> **PROMPT**
Search the records below for "Seestraße" and copy every line it turns up in.

(Collected data entries)

------------------------------------------------

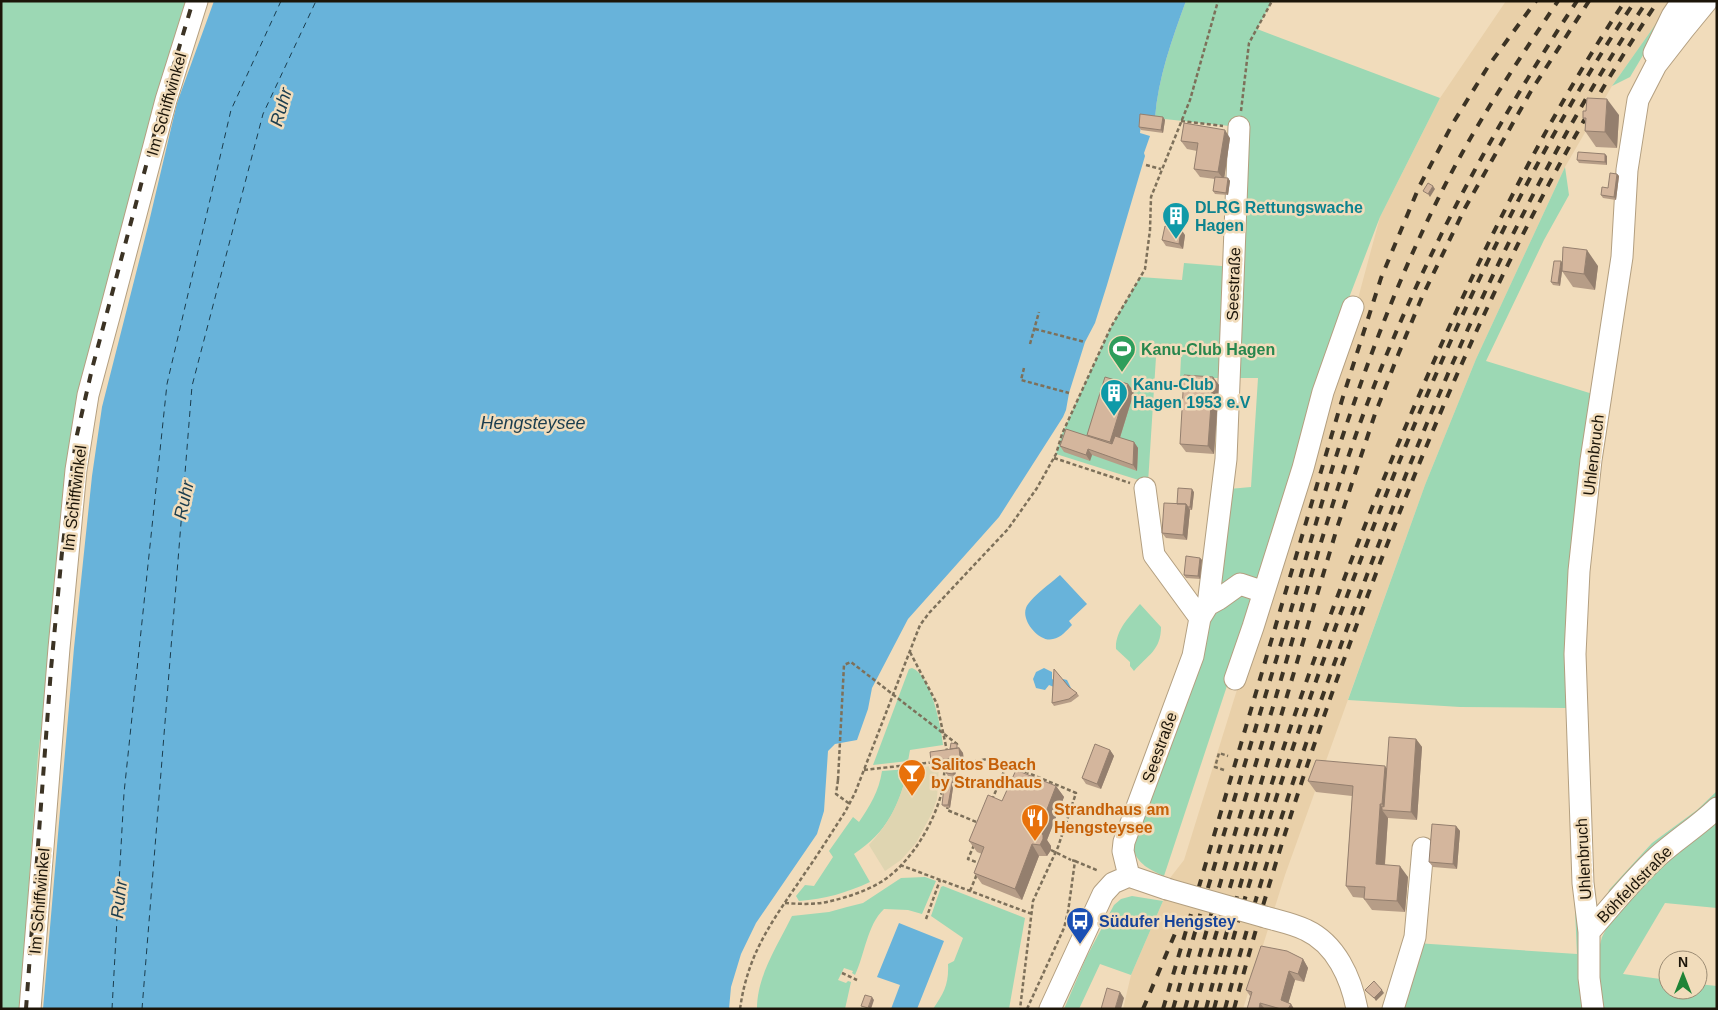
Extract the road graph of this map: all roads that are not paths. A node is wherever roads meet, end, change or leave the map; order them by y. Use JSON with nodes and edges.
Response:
{"nodes":[{"id":1,"x":197,"y":1,"type":"edge"},
{"id":2,"x":1682,"y":1,"type":"edge"},
{"id":3,"x":1707,"y":1,"type":"edge"},
{"id":4,"x":1638,"y":100,"type":"junction"},
{"id":5,"x":1239,"y":127,"type":"road end"},
{"id":6,"x":1353,"y":307,"type":"dead end"},
{"id":7,"x":1145,"y":488,"type":"road end"},
{"id":8,"x":1264,"y":592,"type":"junction"},
{"id":9,"x":1204,"y":612,"type":"junction"},
{"id":10,"x":1235,"y":679,"type":"dead end"},
{"id":11,"x":1717,"y":808,"type":"edge"},
{"id":12,"x":1424,"y":848,"type":"dead end"},
{"id":13,"x":1129,"y":876,"type":"junction"},
{"id":14,"x":1588,"y":932,"type":"junction"},
{"id":15,"x":30,"y":1009,"type":"edge"},
{"id":16,"x":1050,"y":1009,"type":"edge"},
{"id":17,"x":1357,"y":1009,"type":"edge"},
{"id":18,"x":1393,"y":1009,"type":"edge"},
{"id":19,"x":1593,"y":1009,"type":"edge"}],
"edges":[{"from":1,"to":15,"type":"street","name":"Im Schiffwinkel"},
{"from":2,"to":4,"type":"street"},
{"from":3,"to":4,"type":"street","name":"Uhlenbruch"},
{"from":4,"to":14,"type":"street","name":"Uhlenbruch"},
{"from":5,"to":9,"type":"street","name":"Seestraße"},
{"from":6,"to":8,"type":"street"},
{"from":7,"to":9,"type":"street"},
{"from":8,"to":9,"type":"street"},
{"from":8,"to":10,"type":"street"},
{"from":9,"to":13,"type":"street","name":"Seestraße"},
{"from":11,"to":14,"type":"street","name":"Böhfeldstraße"},
{"from":12,"to":18,"type":"street"},
{"from":13,"to":16,"type":"street"},
{"from":13,"to":17,"type":"street","bridge":true},
{"from":14,"to":19,"type":"street","name":"Böhfeldstraße"}]}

------------------------------------------------

> **RESPONSE AREA**
{"from":5,"to":9,"type":"street","name":"Seestraße"},
{"from":9,"to":13,"type":"street","name":"Seestraße"},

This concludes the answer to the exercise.